A la hora de elegir nuestra segunda lectura, seguimos la recomendación de María: El verano sin hombres (Anagrama, 2011), de la ya tratada aquí Siri Hustvedt. Esta vez las opiniones también fueron más o menos unánimes: no nos había gustado demasiado. A veces éramos hasta un poco despiadadas y eso, lo mires por donde los mires, es gracioso. Ay Siri, a la próxima te invitamos para que no te piten los oídos. ¿Qué ocurrió? Que aunque no disfrutásemos muchísimo el libro, nos encantó hablar de él y en absoluto nos arrepentimos de haberlo elegido por todas las reflexiones que nos proporcionó.
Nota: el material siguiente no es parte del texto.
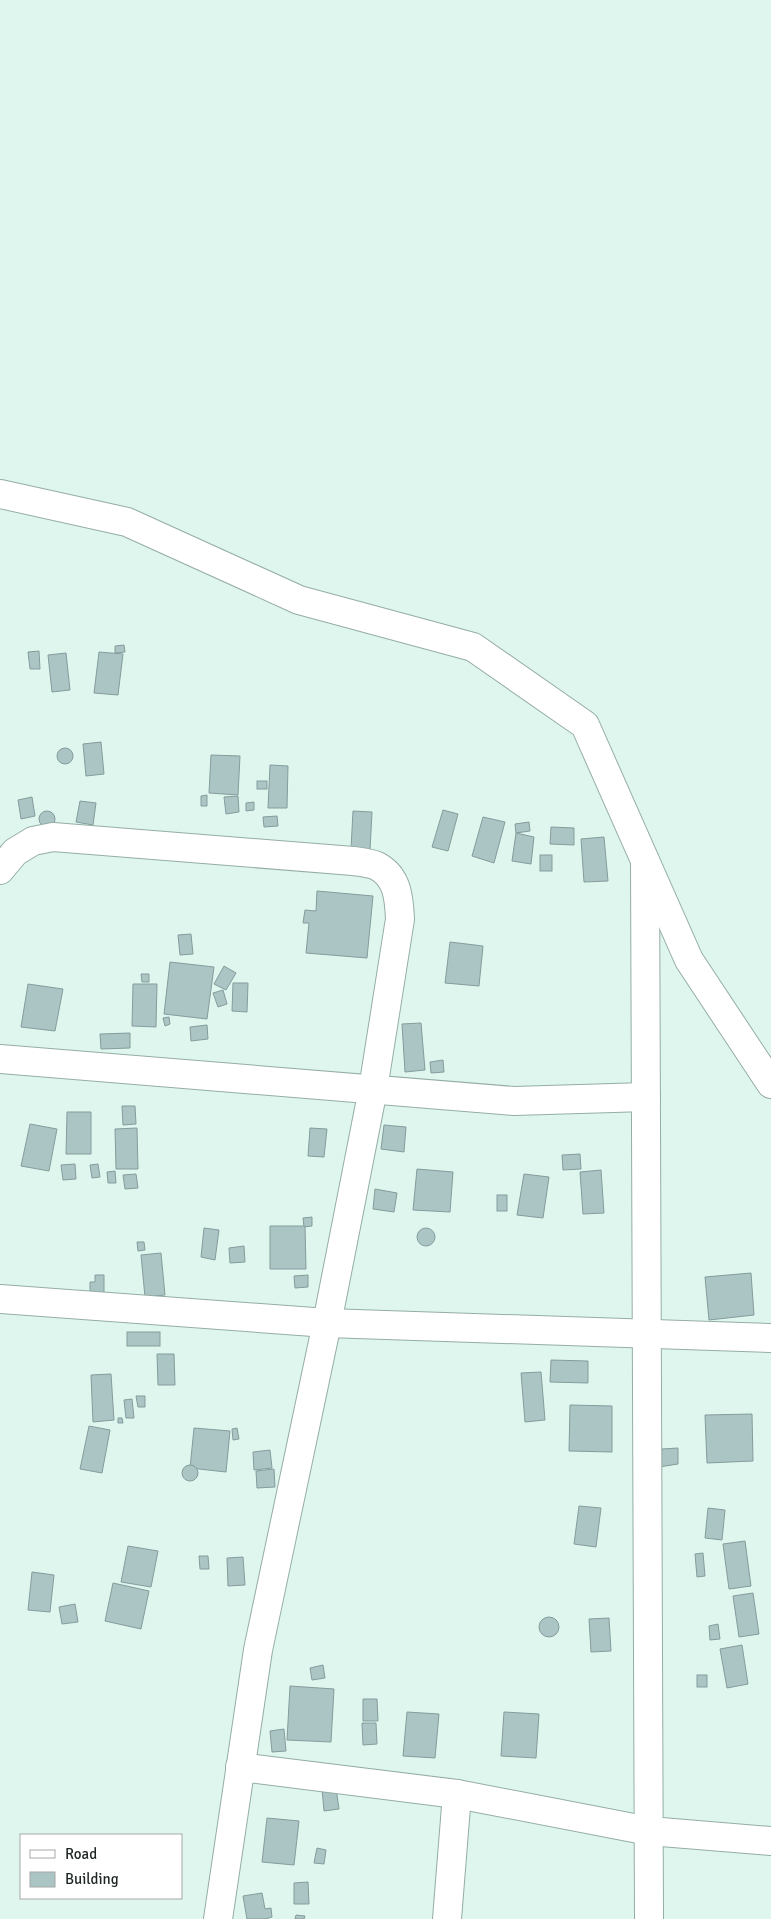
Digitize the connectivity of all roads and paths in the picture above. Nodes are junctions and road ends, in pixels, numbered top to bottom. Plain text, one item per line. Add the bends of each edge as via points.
1 (0, 494) edge
2 (645, 860) junction
3 (0, 870) edge
4 (0, 1059) edge
5 (771, 1084) edge
6 (373, 1088) junction
7 (646, 1097) junction
8 (0, 1299) edge
9 (327, 1323) junction
10 (647, 1334) junction
11 (771, 1338) edge
12 (240, 1767) junction
13 (457, 1794) junction
14 (649, 1831) junction
15 (771, 1841) edge
16 (218, 1919) edge
17 (447, 1919) edge
18 (649, 1919) edge

1 - 2 street via 127,522 299,600 473,647 585,725
2 - 5 street via 689,960
2 - 7 street
3 - 6 street via 15,852 33,841 53,837 353,860 377,866 392,879 399,897 400,920
4 - 6 street
6 - 7 street via 514,1101
6 - 9 street
7 - 10 street
8 - 9 street
9 - 10 street
9 - 12 street via 258,1650
10 - 11 street
10 - 14 street
12 - 13 street
12 - 16 street
13 - 14 street
13 - 17 street
14 - 15 street
14 - 18 street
Y que tampoco estaba tan mal, no os vayáis a pensar. La lectura crece con el diálogo, las risas por las “pausas” y también los dulces, para qué negarlo. 

Durante el próximo mes leeremos Rialto 11 (Libros del asteroide, 2019), de Belén Rubiano: las memorias de una librera que se queda sin librería. Ha sido puro azar, pero hemos acabado leyendo libros en los que los clubes de lectura y los libros eran primordiales. ¿Será porque para nosotras también lo son? En cualquier caso, yo que no quería oír hablar de clubes de lectura ni en pintura estoy empezando a desear que llegue nuestra siguiente cita, expectante por ver las reacciones literarias de mis compañeras de merienda.